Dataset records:
------------------------------------------------------------

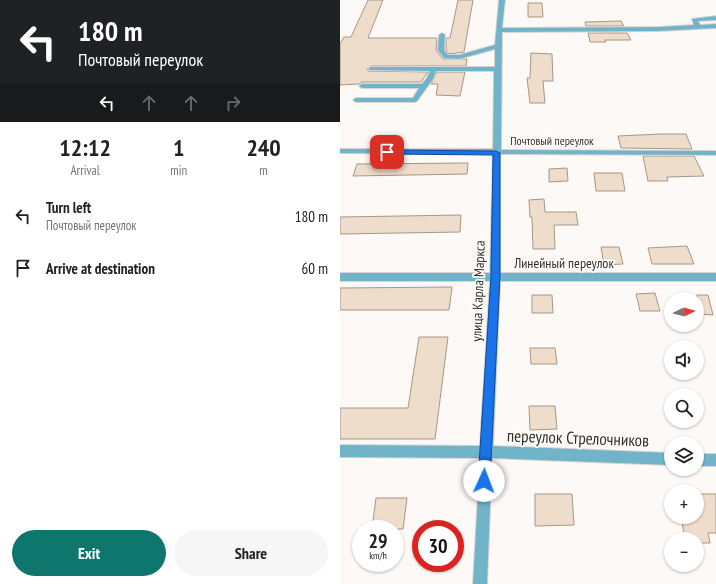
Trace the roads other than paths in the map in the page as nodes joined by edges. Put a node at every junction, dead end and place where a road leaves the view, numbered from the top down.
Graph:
1 (502, 0) edge
2 (716, 18) edge
3 (716, 26) edge
4 (698, 27) junction
5 (500, 30) junction
6 (442, 35) dead end
7 (498, 46) junction
8 (371, 69) dead end
9 (434, 69) junction
10 (498, 69) junction
11 (362, 86) dead end
12 (424, 86) junction
13 (356, 100) dead end
14 (340, 151) edge
15 (496, 153) junction
16 (716, 153) edge
17 (495, 276) junction
18 (340, 277) edge
19 (716, 277) edge
20 (340, 451) edge
21 (485, 452) junction
22 (664, 459) edge
23 (704, 460) edge
24 (716, 460) edge
25 (480, 584) edge

1 - 5 street, улица Карла Маркса
2 - 4 street
3 - 4 street
4 - 5 street
5 - 7 street, улица Карла Маркса
6 - 7 street
7 - 10 street, улица Карла Маркса
8 - 9 street
9 - 10 street
9 - 12 street
10 - 15 street, улица Карла Маркса
11 - 12 street
12 - 13 street
14 - 15 street, Почтовый переулок
15 - 16 street, Почтовый переулок
15 - 17 street, улица Карла Маркса
17 - 18 street, Линейный переулок
17 - 19 street, Линейный переулок
17 - 21 street, улица Карла Маркса
20 - 21 street, переулок Стрелочников
21 - 22 street, переулок Стрелочников
21 - 25 street, улица Карла Маркса
23 - 24 street

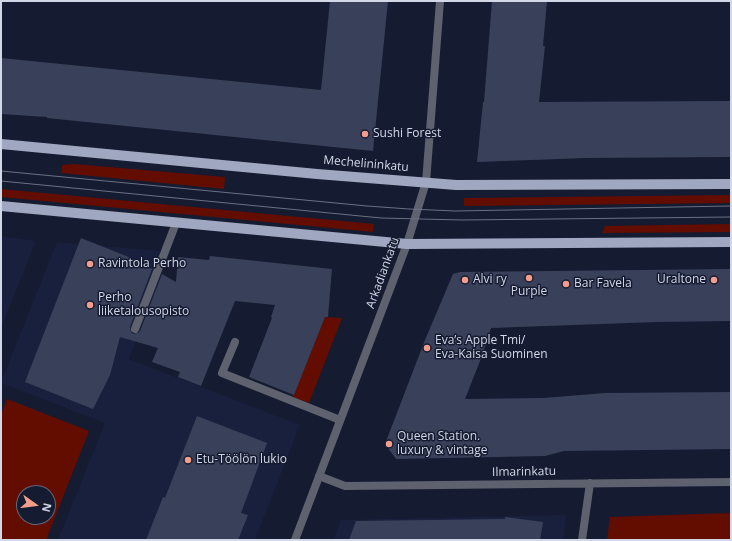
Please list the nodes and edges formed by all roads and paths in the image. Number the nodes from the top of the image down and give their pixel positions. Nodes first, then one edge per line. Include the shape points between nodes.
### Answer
1 (440, 1) edge
2 (1, 144) edge
3 (426, 182) junction
4 (731, 184) edge
5 (1, 206) edge
6 (176, 223) junction
7 (731, 242) edge
8 (408, 244) junction
9 (135, 330) dead end
10 (235, 342) dead end
11 (340, 420) junction
12 (319, 476) junction
13 (731, 482) edge
14 (590, 483) junction
15 (295, 540) edge
16 (582, 540) edge

1 - 3 street, Arkadiankatu
2 - 3 main road, Mechelininkatu
3 - 4 main road, Mechelininkatu via 480,185
3 - 8 street, Arkadiankatu
5 - 6 main road
6 - 8 main road
6 - 9 street
7 - 8 main road
8 - 11 street, Arkadiankatu
10 - 11 street via 222,373
11 - 12 street, Arkadiankatu
12 - 14 street, Ilmarinkatu via 345,486
12 - 15 street, Arkadiankatu
13 - 14 street, Ilmarinkatu
14 - 16 street

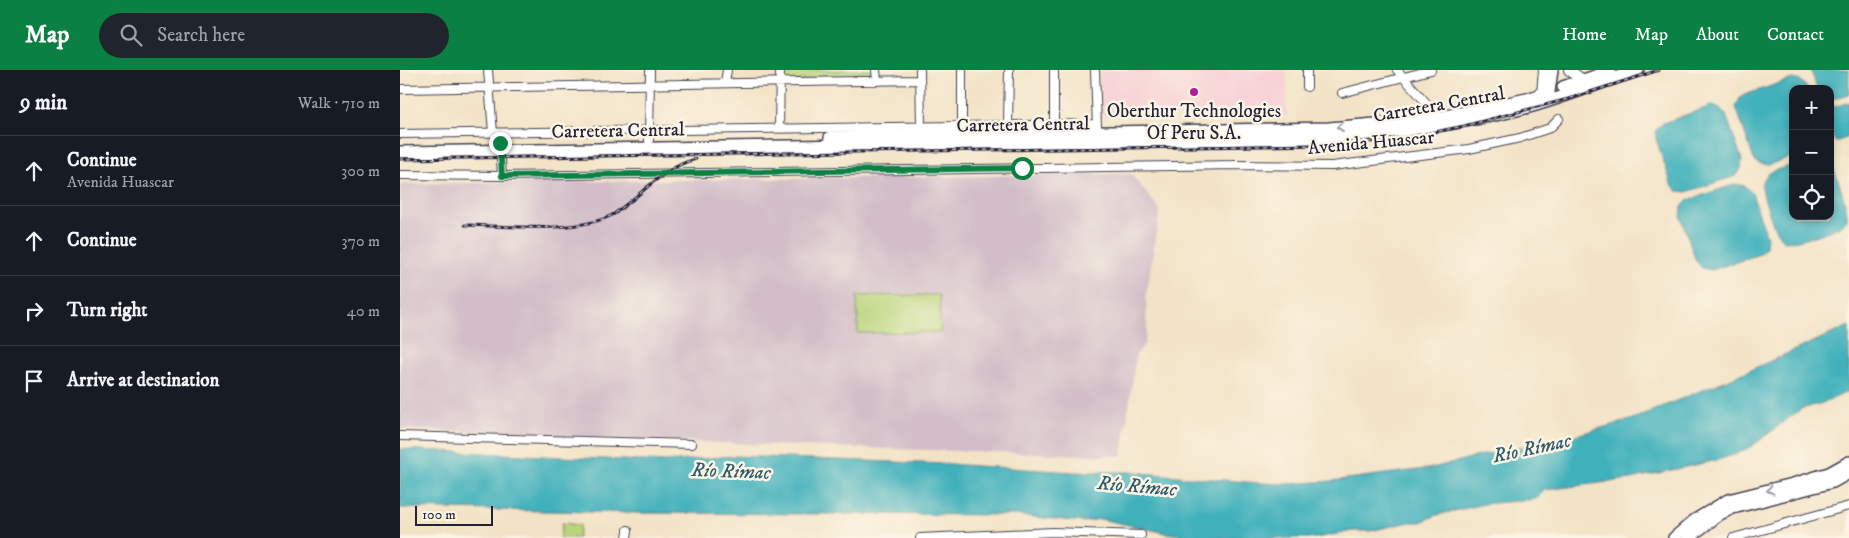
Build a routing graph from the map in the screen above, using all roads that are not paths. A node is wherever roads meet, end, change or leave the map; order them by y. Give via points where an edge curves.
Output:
1 (488, 70) edge
2 (650, 70) edge
3 (727, 70) edge
4 (780, 70) edge
5 (876, 70) edge
6 (920, 70) edge
7 (962, 70) edge
8 (1009, 70) edge
9 (1054, 70) edge
10 (1095, 70) edge
11 (1307, 70) edge
12 (1397, 70) edge
13 (1431, 70) edge
14 (1543, 70) edge
15 (1552, 70) edge
16 (1569, 70) edge
17 (1638, 70) edge
18 (1605, 71) edge
19 (1403, 77) junction
20 (920, 80) junction
21 (877, 81) junction
22 (779, 82) junction
23 (725, 83) junction
24 (1588, 83) junction
25 (649, 84) junction
26 (1307, 86) dead end
27 (490, 88) junction
28 (400, 89) edge
29 (1342, 93) dead end
30 (1545, 93) junction
31 (1440, 117) junction
32 (1559, 119) dead end
33 (962, 125) junction
34 (1008, 125) junction
35 (920, 126) junction
36 (779, 128) junction
37 (1097, 128) junction
38 (493, 133) junction
39 (1055, 133) junction
40 (400, 134) edge
41 (649, 135) junction
42 (400, 145) edge
43 (501, 147) junction
44 (400, 152) edge
45 (400, 174) edge
46 (502, 176) junction
47 (400, 436) edge
48 (692, 444) dead end
49 (1849, 462) edge
50 (1849, 473) edge
51 (1849, 506) edge
52 (1053, 535) edge
53 (1080, 535) edge
54 (1140, 535) dead end
55 (993, 536) edge
56 (1024, 536) edge
57 (1110, 536) edge
58 (965, 537) edge
59 (920, 538) edge
60 (1674, 538) edge
61 (1688, 538) edge
62 (1733, 538) edge

1 - 27 street
2 - 25 street
3 - 23 street
4 - 22 street
5 - 21 street
6 - 20 street
7 - 33 street
8 - 34 street
9 - 39 street
10 - 37 street
11 - 26 street
12 - 19 street
13 - 19 street
14 - 30 street
15 - 30 highway
16 - 24 main road
17 - 24 highway, Carretera Central
18 - 24 highway, Carretera Central
19 - 29 street
19 - 31 street
20 - 21 street
20 - 35 street
21 - 22 street
22 - 23 street
22 - 36 street
23 - 25 street
24 - 30 highway, Carretera Central
24 - 39 highway, Carretera Central via 1529,106 1437,127 1368,135 1320,138
25 - 27 street
25 - 41 street
27 - 28 street
27 - 38 street
30 - 31 highway, Carretera Central
31 -> 37 highway, Carretera Central via 1329,128
32 - 46 street, Avenida Huascar via 1550,128 1469,149 1332,166
33 - 34 street
33 - 35 street
34 - 39 street
35 - 36 street
36 - 41 street
37 - 39 highway, Carretera Central
38 - 40 street
38 - 41 street
38 - 43 street
39 - 41 highway, Carretera Central
39 - 43 highway, Carretera Central
41 - 43 highway, Carretera Central
42 - 43 highway, Carretera Central
43 - 44 highway, Carretera Central
43 - 46 street
45 - 46 street, Avenida Huascar
47 - 48 street
49 -> 60 highway via 1829,473 1728,500 1695,520
50 - 61 highway via 1833,482 1733,508
51 - 62 street
52 - 53 street
52 - 56 street
53 - 57 street
54 - 57 street
55 - 56 street
55 - 58 street
58 - 59 street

------------------------------------------------------------

* **Instructions to follow**
Repeat all entries exactly, pictures excluded.

* **Written response**
Trace the roads other than paths in the map in the page as nodes joined by edges. Put a node at every junction, dead end and place where a road leaves the view, numbered from the top down.
Graph:
1 (502, 0) edge
2 (716, 18) edge
3 (716, 26) edge
4 (698, 27) junction
5 (500, 30) junction
6 (442, 35) dead end
7 (498, 46) junction
8 (371, 69) dead end
9 (434, 69) junction
10 (498, 69) junction
11 (362, 86) dead end
12 (424, 86) junction
13 (356, 100) dead end
14 (340, 151) edge
15 (496, 153) junction
16 (716, 153) edge
17 (495, 276) junction
18 (340, 277) edge
19 (716, 277) edge
20 (340, 451) edge
21 (485, 452) junction
22 (664, 459) edge
23 (704, 460) edge
24 (716, 460) edge
25 (480, 584) edge

1 - 5 street, улица Карла Маркса
2 - 4 street
3 - 4 street
4 - 5 street
5 - 7 street, улица Карла Маркса
6 - 7 street
7 - 10 street, улица Карла Маркса
8 - 9 street
9 - 10 street
9 - 12 street
10 - 15 street, улица Карла Маркса
11 - 12 street
12 - 13 street
14 - 15 street, Почтовый переулок
15 - 16 street, Почтовый переулок
15 - 17 street, улица Карла Маркса
17 - 18 street, Линейный переулок
17 - 19 street, Линейный переулок
17 - 21 street, улица Карла Маркса
20 - 21 street, переулок Стрелочников
21 - 22 street, переулок Стрелочников
21 - 25 street, улица Карла Маркса
23 - 24 street

Please list the nodes and edges formed by all roads and paths in the image. Number the nodes from the top of the image down and give their pixel positions. Nodes first, then one edge per line. Include the shape points between nodes.
### Answer
1 (440, 1) edge
2 (1, 144) edge
3 (426, 182) junction
4 (731, 184) edge
5 (1, 206) edge
6 (176, 223) junction
7 (731, 242) edge
8 (408, 244) junction
9 (135, 330) dead end
10 (235, 342) dead end
11 (340, 420) junction
12 (319, 476) junction
13 (731, 482) edge
14 (590, 483) junction
15 (295, 540) edge
16 (582, 540) edge

1 - 3 street, Arkadiankatu
2 - 3 main road, Mechelininkatu
3 - 4 main road, Mechelininkatu via 480,185
3 - 8 street, Arkadiankatu
5 - 6 main road
6 - 8 main road
6 - 9 street
7 - 8 main road
8 - 11 street, Arkadiankatu
10 - 11 street via 222,373
11 - 12 street, Arkadiankatu
12 - 14 street, Ilmarinkatu via 345,486
12 - 15 street, Arkadiankatu
13 - 14 street, Ilmarinkatu
14 - 16 street

Build a routing graph from the map in the screen above, using all roads that are not paths. A node is wherever roads meet, end, change or leave the map; order them by y. Give via points where an edge curves.
Output:
1 (488, 70) edge
2 (650, 70) edge
3 (727, 70) edge
4 (780, 70) edge
5 (876, 70) edge
6 (920, 70) edge
7 (962, 70) edge
8 (1009, 70) edge
9 (1054, 70) edge
10 (1095, 70) edge
11 (1307, 70) edge
12 (1397, 70) edge
13 (1431, 70) edge
14 (1543, 70) edge
15 (1552, 70) edge
16 (1569, 70) edge
17 (1638, 70) edge
18 (1605, 71) edge
19 (1403, 77) junction
20 (920, 80) junction
21 (877, 81) junction
22 (779, 82) junction
23 (725, 83) junction
24 (1588, 83) junction
25 (649, 84) junction
26 (1307, 86) dead end
27 (490, 88) junction
28 (400, 89) edge
29 (1342, 93) dead end
30 (1545, 93) junction
31 (1440, 117) junction
32 (1559, 119) dead end
33 (962, 125) junction
34 (1008, 125) junction
35 (920, 126) junction
36 (779, 128) junction
37 (1097, 128) junction
38 (493, 133) junction
39 (1055, 133) junction
40 (400, 134) edge
41 (649, 135) junction
42 (400, 145) edge
43 (501, 147) junction
44 (400, 152) edge
45 (400, 174) edge
46 (502, 176) junction
47 (400, 436) edge
48 (692, 444) dead end
49 (1849, 462) edge
50 (1849, 473) edge
51 (1849, 506) edge
52 (1053, 535) edge
53 (1080, 535) edge
54 (1140, 535) dead end
55 (993, 536) edge
56 (1024, 536) edge
57 (1110, 536) edge
58 (965, 537) edge
59 (920, 538) edge
60 (1674, 538) edge
61 (1688, 538) edge
62 (1733, 538) edge

1 - 27 street
2 - 25 street
3 - 23 street
4 - 22 street
5 - 21 street
6 - 20 street
7 - 33 street
8 - 34 street
9 - 39 street
10 - 37 street
11 - 26 street
12 - 19 street
13 - 19 street
14 - 30 street
15 - 30 highway
16 - 24 main road
17 - 24 highway, Carretera Central
18 - 24 highway, Carretera Central
19 - 29 street
19 - 31 street
20 - 21 street
20 - 35 street
21 - 22 street
22 - 23 street
22 - 36 street
23 - 25 street
24 - 30 highway, Carretera Central
24 - 39 highway, Carretera Central via 1529,106 1437,127 1368,135 1320,138
25 - 27 street
25 - 41 street
27 - 28 street
27 - 38 street
30 - 31 highway, Carretera Central
31 -> 37 highway, Carretera Central via 1329,128
32 - 46 street, Avenida Huascar via 1550,128 1469,149 1332,166
33 - 34 street
33 - 35 street
34 - 39 street
35 - 36 street
36 - 41 street
37 - 39 highway, Carretera Central
38 - 40 street
38 - 41 street
38 - 43 street
39 - 41 highway, Carretera Central
39 - 43 highway, Carretera Central
41 - 43 highway, Carretera Central
42 - 43 highway, Carretera Central
43 - 44 highway, Carretera Central
43 - 46 street
45 - 46 street, Avenida Huascar
47 - 48 street
49 -> 60 highway via 1829,473 1728,500 1695,520
50 - 61 highway via 1833,482 1733,508
51 - 62 street
52 - 53 street
52 - 56 street
53 - 57 street
54 - 57 street
55 - 56 street
55 - 58 street
58 - 59 street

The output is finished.